Nothing
#' (Adaptive) Boosting Trees (ABT/BT) fit.
#'
#' Fit a (Adaptive) Boosting Trees algorithm. This is for "power" users who have a large number of variables and wish to avoid calling
#' \code{model.frame} which can be slow in this instance. This function is in particular called by \code{\link{BT}}.
#' It is mainly split in two parts, the first one considers the initialization (see \code{BT_callInit}) whereas the second performs all the boosting iterations (see \code{BT_callBoosting}).

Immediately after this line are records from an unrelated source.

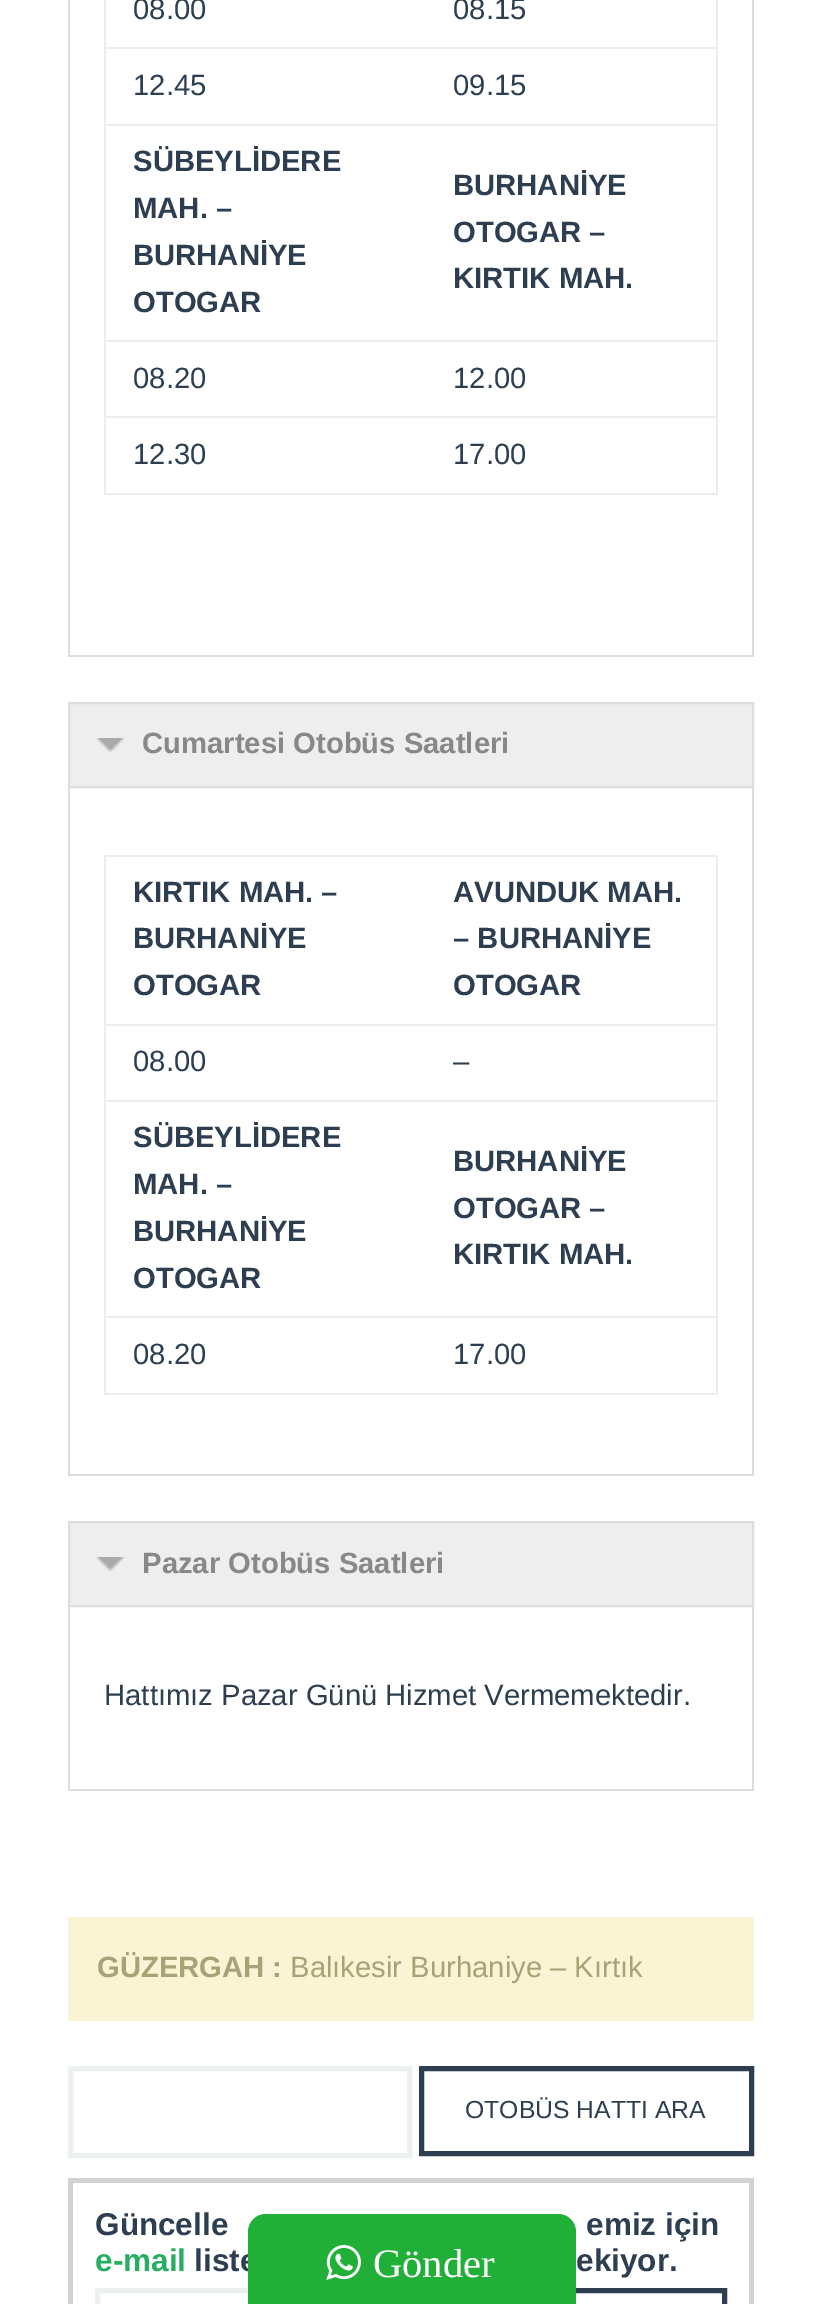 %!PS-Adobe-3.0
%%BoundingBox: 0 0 820 2304
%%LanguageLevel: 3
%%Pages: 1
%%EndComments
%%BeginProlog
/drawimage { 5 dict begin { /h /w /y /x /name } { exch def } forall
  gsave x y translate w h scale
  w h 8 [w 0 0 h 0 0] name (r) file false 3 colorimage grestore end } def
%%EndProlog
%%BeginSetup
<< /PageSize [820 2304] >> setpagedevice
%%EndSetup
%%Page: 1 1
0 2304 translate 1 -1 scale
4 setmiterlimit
1 setgray
0 0 820 2304 rectfill
0.867 setgray
752 0 2 657 rectfill
68 655 686 2 rectfill
68 0 2 657 rectfill
0.929 setgray
716 0 2 495 rectfill
104 493 614 2 rectfill
104 0 2 495 rectfill
104 47 614 2 rectfill
104 124 614 2 rectfill
104 340 614 2 rectfill
104 416 614 2 rectfill
0.933 setgray
newpath 69 703 moveto 753 703 lineto 753 787 lineto 69 787 lineto closepath gsave fill grestore
0.867 setgray
2 setlinewidth
stroke
(images/1.raw) 97 738 27 14 drawimage
752 788 2 688 rectfill
68 1474 686 2 rectfill
68 788 2 688 rectfill
0.929 setgray
104 855 614 2 rectfill
716 855 2 540 rectfill
104 1393 614 2 rectfill
104 855 2 540 rectfill
104 1024 614 2 rectfill
104 1100 614 2 rectfill
104 1316 614 2 rectfill
0.933 setgray
newpath 69 1522 moveto 753 1522 lineto 753 1606 lineto 69 1606 lineto closepath gsave fill grestore
0.867 setgray
stroke
(images/1.raw) 97 1557 27 14 drawimage
752 1607 2 184 rectfill
68 1789 686 2 rectfill
68 1607 2 184 rectfill
0.98 0.953 0.831 setrgbcolor
68 1917 686 104 rectfill
0.925 0.941 0.945 setrgbcolor
5 setlinewidth
70.5 2068.5 339 87 rectstroke
0.173 0.243 0.314 setrgbcolor
421.5 2068.5 330 85 rectstroke
0.824 setgray
68 2178 686 5 rectfill
749 2178 5 126 rectfill
68 2178 5 126 rectfill
0.925 0.941 0.945 setrgbcolor
97.5 2290.5 406 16 rectstroke
0.173 0.243 0.314 setrgbcolor
515.5 2290.5 209 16 rectstroke
/LiberationSans-Regular [29.25 0 0 -29.25 0 0] selectfont
133 19 moveto (08.00) show
453 19 moveto (08.15) show
133 95 moveto (12.45) show
453 95 moveto (09.15) show
/LiberationSans-Bold [29.25 0 0 -29.25 0 0] selectfont
133 171 moveto (SÜBEYLİDERE) show
133 218 moveto (MAH. –) show
133 265 moveto (BURHANİYE) show
133 312 moveto (OTOGAR) show
453 195 moveto (BURHANİYE) show
453 242 moveto (OTOGAR –) show
453 288 moveto (KIRTIK MAH.) show
/LiberationSans-Regular [29.25 0 0 -29.25 0 0] selectfont
133 388 moveto (08.20) show
453 388 moveto (12.00) show
133 464 moveto (12.30) show
453 464 moveto (17.00) show
/LiberationSans-Bold [29.25 0 0 -29.25 0 0] selectfont
0.533 setgray
142 753 moveto (Cumartesi Otobüs Saatleri) show
0.173 0.243 0.314 setrgbcolor
133 902 moveto (KIRTIK MAH. –) show
133 948 moveto (BURHANİYE) show
133 995 moveto (OTOGAR) show
453 902 moveto (AVUNDUK MAH.) show
453 948 moveto (– BURHANİYE) show
453 995 moveto (OTOGAR) show
/LiberationSans-Regular [29.25 0 0 -29.25 0 0] selectfont
133 1071 moveto (08.00) show
453 1071 moveto (–) show
/LiberationSans-Bold [29.25 0 0 -29.25 0 0] selectfont
133 1147 moveto (SÜBEYLİDERE) show
133 1194 moveto (MAH. –) show
133 1241 moveto (BURHANİYE) show
133 1288 moveto (OTOGAR) show
453 1171 moveto (BURHANİYE) show
453 1218 moveto (OTOGAR –) show
453 1264 moveto (KIRTIK MAH.) show
/LiberationSans-Regular [29.25 0 0 -29.25 0 0] selectfont
133 1364 moveto (08.20) show
453 1364 moveto (17.00) show
/LiberationSans-Bold [29.25 0 0 -29.25 0 0] selectfont
0.533 setgray
142 1573 moveto (Pazar Otobüs Saatleri) show
/LiberationSans-Regular [29.25 0 0 -29.25 0 0] selectfont
0.173 0.243 0.314 setrgbcolor
104 1705 moveto (Hattımız Pazar Günü Hizmet Vermemektedir.) show
/LiberationSans-Bold [29.25 0 0 -29.25 0 0] selectfont
0.651 0.639 0.467 setrgbcolor
97 1977 moveto (GÜZERGAH :) show
/LiberationSans-Regular [29.25 0 0 -29.25 0 0] selectfont
290 1977 moveto (Balıkesir Burhaniye – Kırtık) show
/LiberationSans-Regular [24.75 0 0 -24.75 0 0] selectfont
0.173 0.243 0.314 setrgbcolor
465 2118 moveto (OTOBÜS HATTI ARA) show
/LiberationSans-Bold [31.5 0 0 -31.5 0 0] selectfont
95 2235 moveto (Güncelle) show
586 2235 moveto (emiz için) show
0.153 0.682 0.376 setrgbcolor
95 2271 moveto (e-mail) show
0.173 0.243 0.314 setrgbcolor
194 2271 moveto (liste) show
576 2271 moveto (ekiyor.) show
0.125 0.69 0.22 setrgbcolor
newpath 266 2214 moveto 558 2214 lineto 568 2214 576 2222 576 2232 curveto 576 2304 lineto 248 2304 lineto 248 2232 lineto 248 2222 256 2214 266 2214 curveto closepath fill
(images/2.raw) 326 2245 35 35 drawimage
/LiberationSerif-Regular [40.5 0 0 -40.5 0 0] selectfont
1 setgray
373 2277 moveto (Gönder) show
showpage
%%EOF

#' By default, this function does not perform input checks (those are all done in \code{\link{BT}}) and all the parameters should be given in the right format. We therefore
#' suppose that the user is aware of all the choices made.
#'
#' @param training.set a data frame containing all the related variables on which one wants to fit the algorithm.
#'
#' @param validation.set a held-out data frame containing all the related variables on which one wants to assess the algorithm performance. This can be NULL.
#'
#' @param tweedie.power Experimental parameter currently not used - Set to 1 referring to Poisson distribution.
#'
#' @param respVar the name of the target/response variable.
#'
#' @param w a vector of weights.
#'
#' @param explVar a vector containing the name of explanatory variables.
#'
#' @param ABT a boolean parameter. If \code{ABT=TRUE} an adaptive boosting tree algorithm is built whereas if \code{ABT=FALSE} an usual boosting tree algorithm is run.
#'
#' @param tree.control allows to define additional tree parameters that will be used at each iteration. See \code{\link{rpart.control}} for more information.
#'
#' @param train.fraction the first \code{train.fraction * nrows(data)} observations are used to fit the \code{BT} and the remainder are used for
#' computing out-of-sample estimates (also known as validation error) of the loss function. It is mainly used to report the value in the \code{BTFit} object.
#'
#' @param interaction.depth the maximum depth of variable interactions: 1 builds an additive model, 2 builds a model with up to two-way interactions, etc.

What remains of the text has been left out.